• GIVEN INFORMATION

══════════════════════════════

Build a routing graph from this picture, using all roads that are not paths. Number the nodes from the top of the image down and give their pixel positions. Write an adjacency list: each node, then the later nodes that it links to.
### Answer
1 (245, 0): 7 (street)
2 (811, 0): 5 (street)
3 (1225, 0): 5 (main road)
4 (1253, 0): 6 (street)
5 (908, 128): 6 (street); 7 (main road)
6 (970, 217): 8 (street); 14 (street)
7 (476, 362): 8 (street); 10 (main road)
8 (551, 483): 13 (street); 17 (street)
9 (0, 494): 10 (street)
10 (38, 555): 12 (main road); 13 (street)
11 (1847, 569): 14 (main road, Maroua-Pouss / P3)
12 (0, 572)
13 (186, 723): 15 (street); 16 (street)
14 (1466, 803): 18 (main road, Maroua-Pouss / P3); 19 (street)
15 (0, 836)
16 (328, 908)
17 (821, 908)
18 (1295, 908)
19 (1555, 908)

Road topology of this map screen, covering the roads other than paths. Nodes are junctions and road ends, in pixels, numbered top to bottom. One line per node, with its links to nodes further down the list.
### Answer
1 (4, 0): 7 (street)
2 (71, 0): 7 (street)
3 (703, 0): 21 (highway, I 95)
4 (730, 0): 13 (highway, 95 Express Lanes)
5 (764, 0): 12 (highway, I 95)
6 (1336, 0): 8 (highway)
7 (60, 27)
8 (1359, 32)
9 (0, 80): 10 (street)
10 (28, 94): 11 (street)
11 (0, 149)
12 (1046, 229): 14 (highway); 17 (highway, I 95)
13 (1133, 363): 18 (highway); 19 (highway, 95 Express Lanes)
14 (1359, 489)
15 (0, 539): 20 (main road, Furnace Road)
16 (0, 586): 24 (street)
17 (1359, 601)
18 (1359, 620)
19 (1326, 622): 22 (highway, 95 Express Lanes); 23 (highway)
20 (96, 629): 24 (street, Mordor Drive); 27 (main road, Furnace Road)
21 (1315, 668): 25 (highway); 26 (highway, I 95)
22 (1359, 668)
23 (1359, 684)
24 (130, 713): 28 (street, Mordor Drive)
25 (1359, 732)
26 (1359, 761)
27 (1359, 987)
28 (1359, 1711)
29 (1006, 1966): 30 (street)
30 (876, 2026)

══════════════════════════════

• ASSIGNMENT
Take from the listing every line in which the word "nodes" appears.

• OUTPUT OF THE EXERCISE
Build a routing graph from this picture, using all roads that are not paths. Number the nodes from the top of the image down and give their pixel positions. Write an adjacency list: each node, then the later nodes that it links to.
Road topology of this map screen, covering the roads other than paths. Nodes are junctions and road ends, in pixels, numbered top to bottom. One line per node, with its links to nodes further down the list.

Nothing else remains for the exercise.